老桥在八十年代末的时候建立的,桥没建之前渡河都靠摆渡船,据我有限的记忆中好像曾听过说我的外公曾经就是长康河上的摆渡船夫,在河上摆渡了二十多年的时间,建桥的通知下来人立刻就病了,还曾拿着老鼠药大闹过施工方,最后是因为劳累过渡一时失足而溺死在河里的。这个意外事件我小时候听起来还挺费解,主要还是一时无法理解到里面的因果关系,但是这事在我脑子里隐隐画了个等号。
桥等于死亡。
我之所以不得不再次感叹人生就是莫比乌斯环的原因就是,我小时听人讲因为建桥家中有人死,等到我慷慨激昂的十八岁到来的时候唯一能把我跟死亡画上等号的那一条线索就是长康这座桥。
我当年确实是抱着慷慨赴死的决心跟人手牵着手跳下的这座桥。
桥等于死亡。
我跟人殉情失败后,我妈又代替了我的位置,它可能就是一个诅咒,一个偷偷隐藏在我家族中的诅咒,也可能真的沟通了某些人的阴阳,有些人可能注定要因它而死或者是死在它身下。
在被人指指点点的参加完我妈的葬礼之后我就离开了长康市,我逃离了这种如影随形的死亡的感觉,逃离了这铺天盖地的负面情感。
我说过我现在已经可以坦然接受自己的任何形态,比如说是一只被骟过的驴。所以我才可以在此刻严肃而又认真地表述自己死了又生、贪生怕死,总之是不死了。
我二十岁的时候总不想承认自己其实是不想死,是不敢死,还要咬着牙说自己要活漂亮给所有人看。
其实根本没有人看,年轻真好。
其实新桥要建之前我表弟严岚就已经通知我了,那大概是距我三十岁还有三四年远的时间,二十五岁之后我人生的生活重心几乎全都放在了工作上,每天焦头烂额的看数据做实验,忙得人生特别充实,瞥见严岚消息的时候一时没及时回复,过后就直接忘记了这回事。

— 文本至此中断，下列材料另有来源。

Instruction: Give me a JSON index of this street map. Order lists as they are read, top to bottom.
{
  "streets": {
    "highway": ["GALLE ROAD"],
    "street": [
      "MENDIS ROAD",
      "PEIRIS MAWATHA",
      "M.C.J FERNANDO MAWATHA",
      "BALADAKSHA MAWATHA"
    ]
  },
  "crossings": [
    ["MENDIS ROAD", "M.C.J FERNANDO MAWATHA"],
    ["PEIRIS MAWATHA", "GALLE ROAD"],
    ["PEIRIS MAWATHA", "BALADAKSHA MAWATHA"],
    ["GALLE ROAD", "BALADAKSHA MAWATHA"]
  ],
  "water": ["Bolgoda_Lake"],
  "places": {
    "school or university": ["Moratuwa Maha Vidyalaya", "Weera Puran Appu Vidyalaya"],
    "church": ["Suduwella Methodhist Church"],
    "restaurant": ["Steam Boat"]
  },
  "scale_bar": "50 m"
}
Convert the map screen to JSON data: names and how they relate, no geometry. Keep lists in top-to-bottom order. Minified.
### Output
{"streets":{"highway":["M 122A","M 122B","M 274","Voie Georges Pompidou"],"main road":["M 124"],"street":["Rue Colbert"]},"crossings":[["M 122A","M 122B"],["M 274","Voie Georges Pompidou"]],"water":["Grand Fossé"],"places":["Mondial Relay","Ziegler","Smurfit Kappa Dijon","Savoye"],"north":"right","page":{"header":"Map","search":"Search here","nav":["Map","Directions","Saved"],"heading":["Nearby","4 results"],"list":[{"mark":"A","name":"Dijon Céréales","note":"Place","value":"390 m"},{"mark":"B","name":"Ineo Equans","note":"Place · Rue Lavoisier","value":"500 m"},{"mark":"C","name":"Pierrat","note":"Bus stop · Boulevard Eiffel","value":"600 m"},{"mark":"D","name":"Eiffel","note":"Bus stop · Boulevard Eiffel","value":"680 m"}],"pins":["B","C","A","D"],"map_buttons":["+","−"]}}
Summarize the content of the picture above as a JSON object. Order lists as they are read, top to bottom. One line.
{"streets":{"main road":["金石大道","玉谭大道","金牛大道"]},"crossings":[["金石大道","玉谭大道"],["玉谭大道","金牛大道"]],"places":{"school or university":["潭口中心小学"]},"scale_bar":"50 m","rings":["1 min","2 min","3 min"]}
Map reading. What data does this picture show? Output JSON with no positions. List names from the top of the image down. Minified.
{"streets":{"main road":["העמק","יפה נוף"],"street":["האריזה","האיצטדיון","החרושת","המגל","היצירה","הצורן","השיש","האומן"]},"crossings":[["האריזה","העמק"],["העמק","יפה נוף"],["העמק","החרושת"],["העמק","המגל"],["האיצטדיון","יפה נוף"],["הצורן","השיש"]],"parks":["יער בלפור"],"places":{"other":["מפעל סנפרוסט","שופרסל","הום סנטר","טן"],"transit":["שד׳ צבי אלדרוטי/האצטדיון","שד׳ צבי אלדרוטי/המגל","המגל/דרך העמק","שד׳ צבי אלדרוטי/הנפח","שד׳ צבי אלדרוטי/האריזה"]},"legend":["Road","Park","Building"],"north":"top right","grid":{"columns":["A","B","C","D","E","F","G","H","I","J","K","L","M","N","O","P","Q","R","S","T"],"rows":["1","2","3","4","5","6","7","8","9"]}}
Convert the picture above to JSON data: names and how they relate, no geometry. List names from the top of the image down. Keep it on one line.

等到前段时间他给我发微信说新桥建好了,老桥过几天就要开始拆除工作,那个时候我才骤然反应过来它像是一种刻在我身体里的诅咒,而现在这座桥要消失了,我的诅咒要消失了。胜利的人是我,我作为一个胜利者,理应去缅怀一下这个我单方面认定的对手。
时隔八年我终于决定回去一趟。
工作方面因为我表现出的状态是实在太过于热爱工作,几年几乎没请过什么假,老板假条批得很是爽快,我手机买好票干脆利落地踏上了回去的路。
长康算不上什么发达都市,我从上棉市坐高铁坐了四个小时随后又辗转了一个小时的大巴,在昏昏欲睡间才勉强见到了这座很久不曾见过的城市的影子。
大巴下高速进收费站的时候我才发现高速收费站是新建好的,八年前我从这离开的时候原来那个老旧的收费站只有一个进口跟一个出口,十分破旧。新建的收费站看起来十分壮观,白色的墙体上挂了一个红色大字迎客“长康市欢迎您”。
“长康市欢迎您”。
我就在这种略显讽刺的欢迎词中回了老家,大巴车停在汽车站,工作日汽车站的人流量算不上大,三五成群的人背着包走到公交站台等公交车,出站口有三五个出租车司机站在自己车门前聊天,见人出来便十分热情地询问“去哪里,要车吗”。我找了其中一个热情到几乎拽着不让我走的司机,并且在聊车费的过程中十分肯定对方狮子大开口地给我报了个超过正常价格很多倍的金额,我笑着盯着他看了两眼后还是坐上了这辆狮子大开口的出租车。
司机十分热情,也可能是一趟车赚了好几趟的钱让他心情愉悦,他十分开心地跟我分享起了这座城市的生活。
比如房价,比如新桥建出来,比如最近猪肉价格上涨到让人咋舌。
车到老桥附近的时候他还热心万分地告诉我说因为老桥要拆,这附近现在不通车,所以交通不太方便,还询问是否需要等我一起返回。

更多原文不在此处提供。